Property Market Dynamics
Recent benchmark CBD office sales that have occurred have implied a degree of yield compression for “trophy” or newly constructed prime, passive assets. In Sydney, the recent internal transfer sale of 126 Phillip Street (6.35% core yield) implied up to a 50 basis point tightening in prime CBD yields since the peak in the yield cycle in late 2009. Similarly in Melbourne, the recent “fund through” sale of 150 Collins Street (6.75% initial yield on completion), also provides further evidence of a tightening in yields for prime CBD assets.

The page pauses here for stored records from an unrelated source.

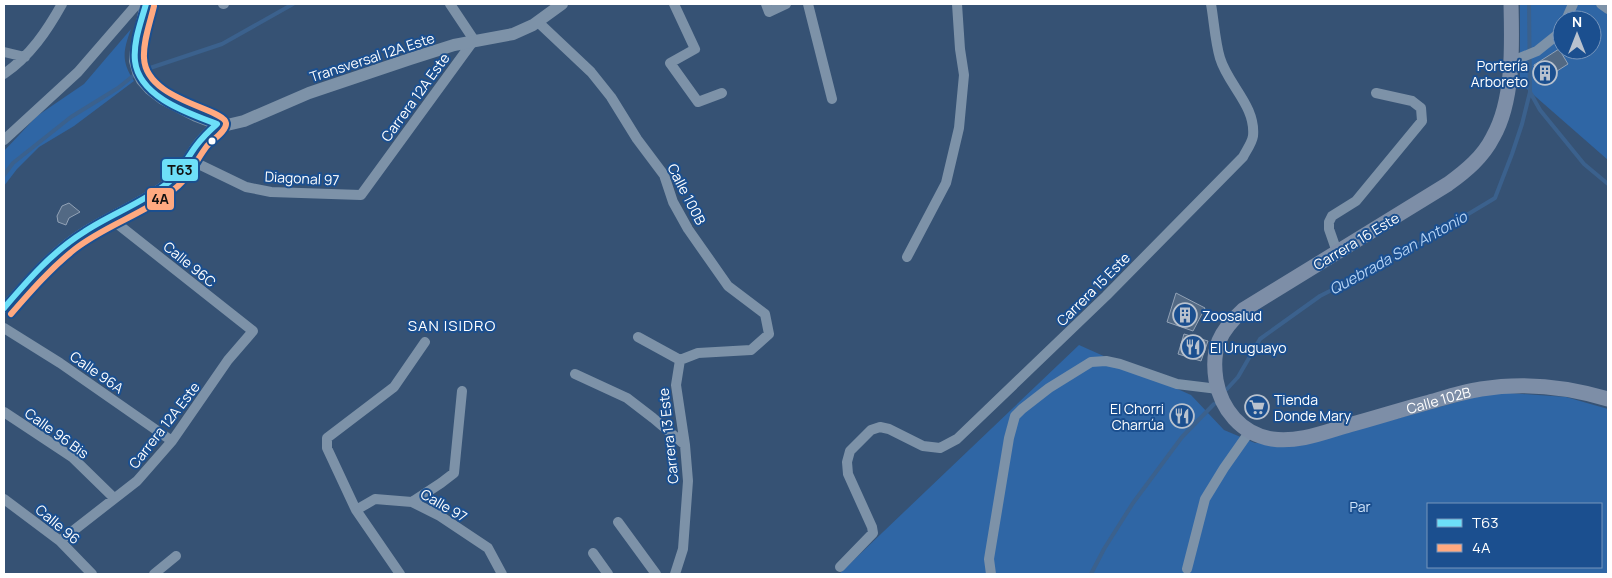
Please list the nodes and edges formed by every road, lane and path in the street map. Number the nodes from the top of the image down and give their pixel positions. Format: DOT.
graph roads {
  1 [pos="62,4"];
  2 [pos="137,4"];
  3 [pos="146,4"];
  4 [pos="450,4"];
  5 [pos="562,4"];
  6 [pos="674,4"];
  7 [pos="786,4"];
  8 [pos="808,4"];
  9 [pos="957,4"];
  10 [pos="1211,4"];
  11 [pos="1600,4"];
  12 [pos="768,8"];
  13 [pos="1608,9"];
  14 [pos="1511,10"];
  15 [pos="538,22"];
  16 [pos="1552,39"];
  17 [pos="474,40"];
  18 [pos="4,52"];
  19 [pos="25,57"];
  20 [pos="1510,62"];
  21 [pos="4,74"];
  22 [pos="1376,93"];
  23 [pos="722,94"];
  24 [pos="832,99"];
  25 [pos="216,124"];
  26 [pos="4,140"];
  27 [pos="188,159"];
  28 [pos="360,195"];
  29 [pos="110,218"];
  30 [pos="1337,252"];
  31 [pos="908,256"];
  32 [pos="4,308"];
  33 [pos="4,328"];
  34 [pos="253,331"];
  35 [pos="638,337"];
  36 [pos="424,342"];
  37 [pos="680,360"];
  38 [pos="576,374"];
  39 [pos="1218,389"];
  40 [pos="462,391"];
  41 [pos="1608,399"];
  42 [pos="4,412"];
  43 [pos="1250,431"];
  44 [pos="1271,439"];
  45 [pos="172,441"];
  46 [pos="685,445"];
  47 [pos="4,498"];
  48 [pos="114,498"];
  49 [pos="412,502"];
  50 [pos="356,510"];
  51 [pos="618,522"];
  52 [pos="60,541"];
  53 [pos="593,553"];
  54 [pos="176,556"];
  55 [pos="840,567"];
  56 [pos="1187,569"];
  57 [pos="92,574"];
  58 [pos="154,574"];
  59 [pos="400,574"];
  60 [pos="502,574"];
  61 [pos="608,574"];
  62 [pos="656,574"];
  63 [pos="675,574"];
  64 [pos="991,574"];
  1 -- 19 [label="street"];
  2 -- 26 [label="street"];
  3 -- 25 [label="street"];
  4 -- 17 [label="street"];
  5 -- 15 [label="street, Transversal 12A Este"];
  6 -- 23 [label="street"];
  7 -- 12 [label="street"];
  8 -- 24 [label="street"];
  9 -- 31 [label="street"];
  10 -- 55 [label="street, Carrera 15 Este"];
  11 -- 13 [label="street"];
  14 -- 20 [label="main road, Carrera 16 Este"];
  15 -- 17 [label="street, Transversal 12A Este"];
  15 -- 37 [label="street, Calle 100B"];
  16 -- 20 [label="street"];
  17 -- 25 [label="street, Transversal 12A Este"];
  17 -- 28 [label="street, Carrera 12A Este"];
  18 -- 19 [label="street"];
  19 -- 21 [label="street"];
  20 -- 30 [label="main road, Carrera 16 Este"];
  22 -- 30 [label="street"];
  25 -- 27 [label="street"];
  27 -- 28 [label="street, Diagonal 97"];
  27 -- 29 [label="street"];
  29 -- 32 [label="street"];
  29 -- 34 [label="street, Calle 96C"];
  30 -- 39 [label="main road, Carrera 16 Este"];
  33 -- 45 [label="street, Calle 96A"];
  34 -- 45 [label="street, Carrera 12A Este"];
  35 -- 37 [label="street"];
  36 -- 50 [label="street"];
  37 -- 46 [label="street, Carrera 13 Este"];
  38 -- 46 [label="street"];
  39 -- 43 [label="main road, Carrera 16 Este"];
  39 -- 64 [label="street"];
  40 -- 49 [label="street"];
  41 -- 44 [label="main road, Calle 102B"];
  42 -- 48 [label="street, Calle 96 Bis"];
  43 -- 44 [label="main road, Carrera 16 Este"];
  43 -- 56 [label="street"];
  45 -- 48 [label="street, Carrera 12A Este"];
  46 -- 63 [label="street, Carrera 13 Este"];
  47 -- 52 [label="street, Calle 96"];
  48 -- 52 [label="street, Carrera 12A Este"];
  49 -- 50 [label="street, Calle 97"];
  49 -- 60 [label="street, Calle 97"];
  50 -- 59 [label="street"];
  51 -- 62 [label="street"];
  52 -- 57 [label="street, Calle 96"];
  53 -- 61 [label="street"];
  54 -- 58 [label="street"];
}
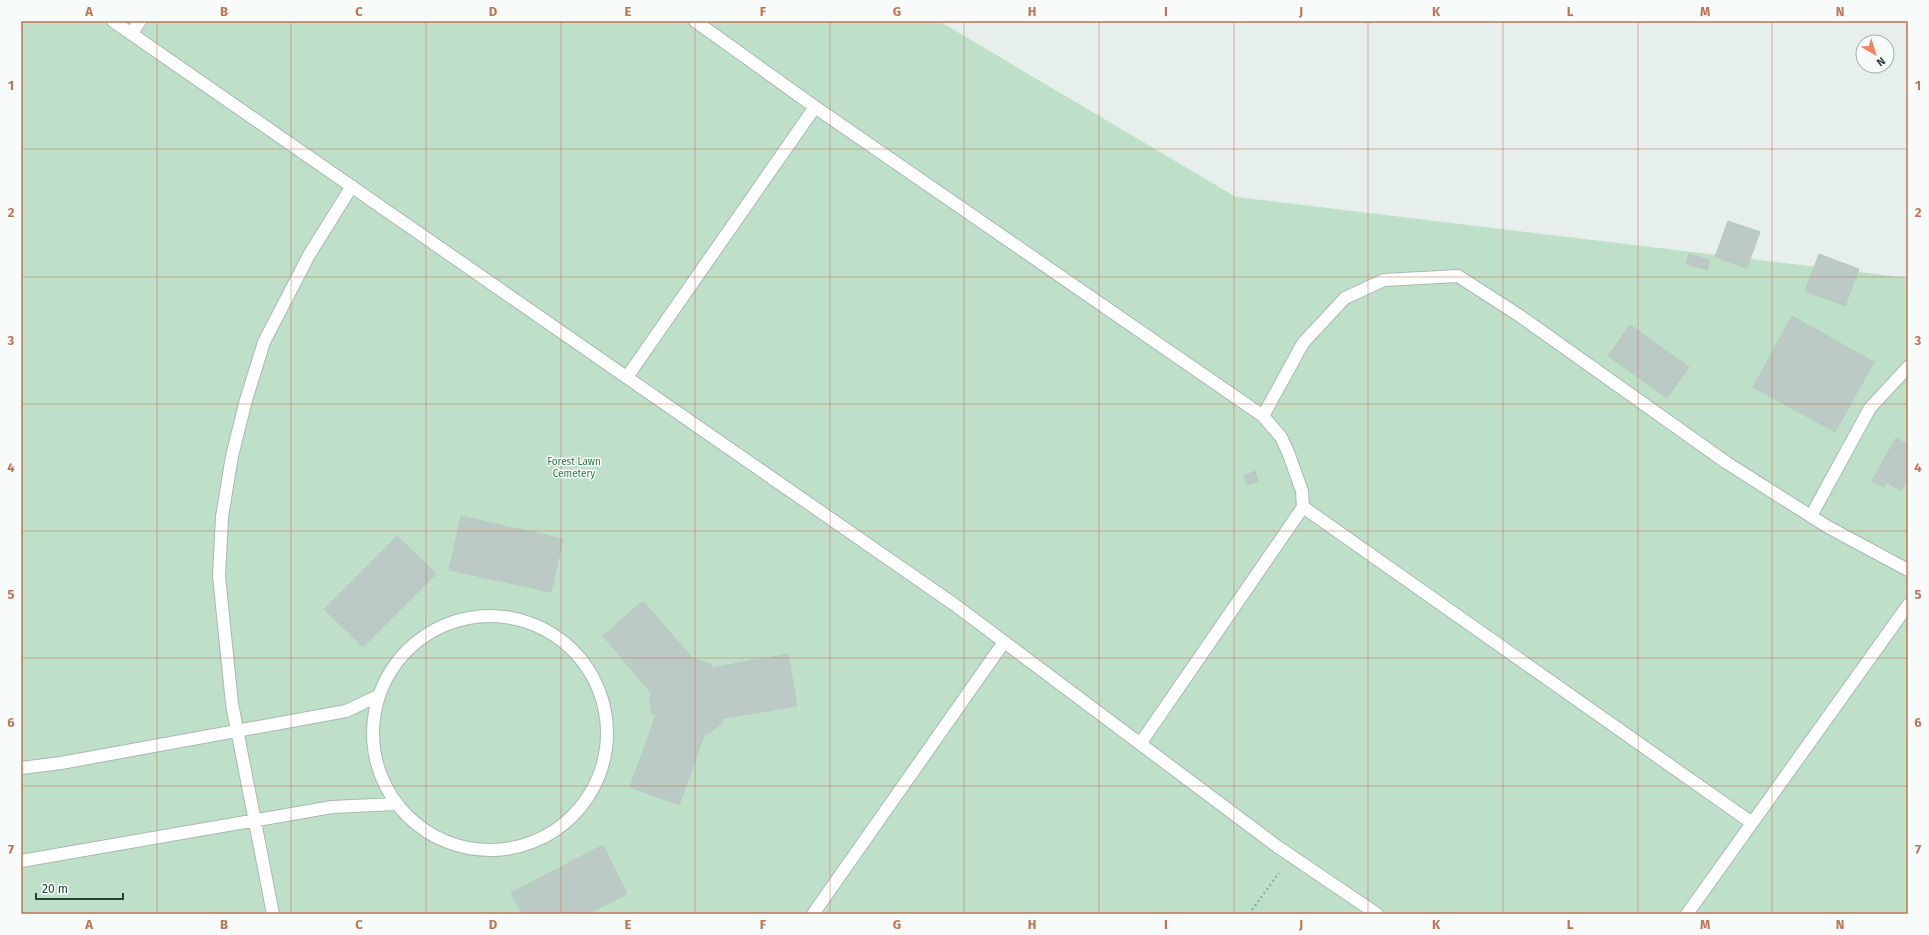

Some secondary and suburban asset yields have the potential to remain soft as the depth of purchasers remains thin relative to prime, passive assets and investors generally price in slightly higher risk. This has presented opportunistic buying and we expect syndicates, wholesale investors and private investors to increasingly seek high yielding secondary CBD and/or suburban assets as they represent good relative value. The industrial sector is going through a structural change with the likes of Stockland (AREIT) and various wholesale funds such as AMP and Colonial divesting their non-core industrial assets and reweighting their portfolios to other sectors. At the same time groups such as Goodman (the only pure AREIT industrial owner left), GPT, DEXUS and Australand are focusing even more attention on the sector via acquisition and growing their development pipelines. As domestic demand picks up and investor interest continues, we expect prime industrial cap rates will firm in 2013, with the most highly sought after precincts being those in close proximity to the main capital city ports and road infrastructure.
Secondary industrial assets will remain generally soft over the coming 12 months, as occupiers continue to seek modern, well located properties. There will be pockets of stress, which will be exacerbated by the recent and ongoing weakness in the manufacturing sector, with many of the older style facilities located in the traditional inner industrial precincts likely to be vacated over the medium term.
Whilst the macro drivers of the economy and capital market conditions may allude to minimal cap rate tightening in the near term, the longer term historical data suggest a tightening bias over the medium to long term. With the spread between real bonds and current property yields being at historical highs, the cost of debt continuing to fall and yields remaining above their longer term average, we expect cap rates, especially in the office and industrial sectors, to have a firming bias over the next 12-18 months.